» EXERCISE DESCRIPTION
Scan the data below for lines containing the string "Right" and give only how many there are.

» SUPPLIED DATA
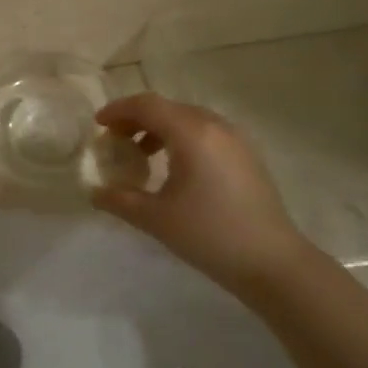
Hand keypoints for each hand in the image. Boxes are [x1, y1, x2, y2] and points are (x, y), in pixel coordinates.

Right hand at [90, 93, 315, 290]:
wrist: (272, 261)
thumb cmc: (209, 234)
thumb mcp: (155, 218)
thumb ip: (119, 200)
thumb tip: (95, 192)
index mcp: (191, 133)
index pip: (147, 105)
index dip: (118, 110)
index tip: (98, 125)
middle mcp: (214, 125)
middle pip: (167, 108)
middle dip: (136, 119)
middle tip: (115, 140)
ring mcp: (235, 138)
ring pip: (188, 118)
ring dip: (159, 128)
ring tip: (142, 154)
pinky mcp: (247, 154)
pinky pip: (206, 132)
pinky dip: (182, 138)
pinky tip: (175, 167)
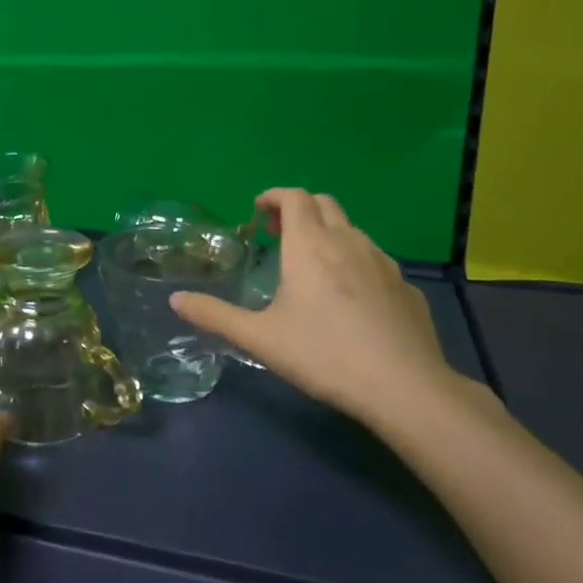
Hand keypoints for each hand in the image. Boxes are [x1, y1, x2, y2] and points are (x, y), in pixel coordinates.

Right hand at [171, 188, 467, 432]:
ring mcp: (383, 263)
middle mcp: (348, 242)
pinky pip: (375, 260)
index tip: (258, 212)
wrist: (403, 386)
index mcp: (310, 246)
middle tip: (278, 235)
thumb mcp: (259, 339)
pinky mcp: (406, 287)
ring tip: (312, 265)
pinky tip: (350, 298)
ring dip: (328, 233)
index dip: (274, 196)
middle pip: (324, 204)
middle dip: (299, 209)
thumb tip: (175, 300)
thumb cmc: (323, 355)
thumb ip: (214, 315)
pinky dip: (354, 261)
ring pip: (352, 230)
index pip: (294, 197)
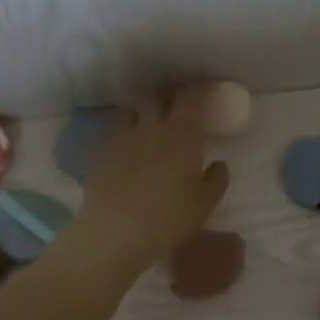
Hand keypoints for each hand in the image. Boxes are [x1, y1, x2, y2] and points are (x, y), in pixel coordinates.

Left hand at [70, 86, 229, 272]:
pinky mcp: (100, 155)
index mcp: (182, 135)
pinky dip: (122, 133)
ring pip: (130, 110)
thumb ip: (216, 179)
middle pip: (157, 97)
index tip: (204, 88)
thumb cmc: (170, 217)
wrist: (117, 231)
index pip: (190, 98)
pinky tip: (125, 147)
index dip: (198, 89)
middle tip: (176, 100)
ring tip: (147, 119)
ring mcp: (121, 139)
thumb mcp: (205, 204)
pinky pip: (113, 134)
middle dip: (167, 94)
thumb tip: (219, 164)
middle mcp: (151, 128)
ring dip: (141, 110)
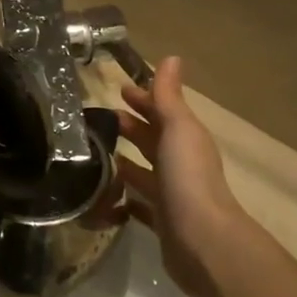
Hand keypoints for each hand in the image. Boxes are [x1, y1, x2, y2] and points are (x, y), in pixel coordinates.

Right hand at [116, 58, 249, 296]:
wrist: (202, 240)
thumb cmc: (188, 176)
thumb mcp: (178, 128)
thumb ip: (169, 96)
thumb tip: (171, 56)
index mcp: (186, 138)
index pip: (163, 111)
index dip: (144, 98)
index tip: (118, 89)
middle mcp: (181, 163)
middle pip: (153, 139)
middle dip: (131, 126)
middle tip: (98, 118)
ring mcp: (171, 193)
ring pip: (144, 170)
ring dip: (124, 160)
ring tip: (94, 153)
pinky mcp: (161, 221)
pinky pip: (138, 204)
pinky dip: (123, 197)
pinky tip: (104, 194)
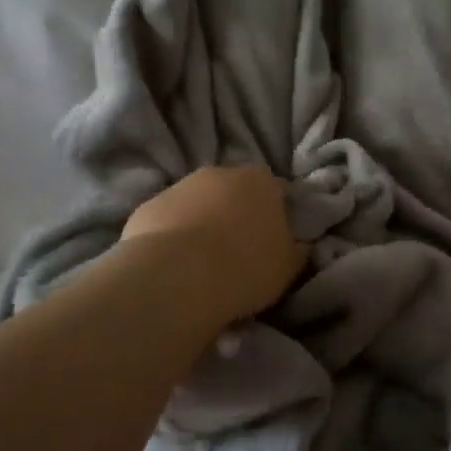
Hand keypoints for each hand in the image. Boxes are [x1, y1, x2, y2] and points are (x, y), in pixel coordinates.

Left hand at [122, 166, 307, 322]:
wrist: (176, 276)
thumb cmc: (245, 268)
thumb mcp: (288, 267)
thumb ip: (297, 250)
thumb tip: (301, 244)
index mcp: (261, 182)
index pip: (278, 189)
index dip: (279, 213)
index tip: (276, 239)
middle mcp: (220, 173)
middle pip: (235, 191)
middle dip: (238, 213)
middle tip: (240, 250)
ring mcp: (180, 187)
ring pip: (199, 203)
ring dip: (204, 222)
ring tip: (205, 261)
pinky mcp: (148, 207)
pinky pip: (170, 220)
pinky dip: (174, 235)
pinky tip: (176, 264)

» RESPONSE TO THE TASK
3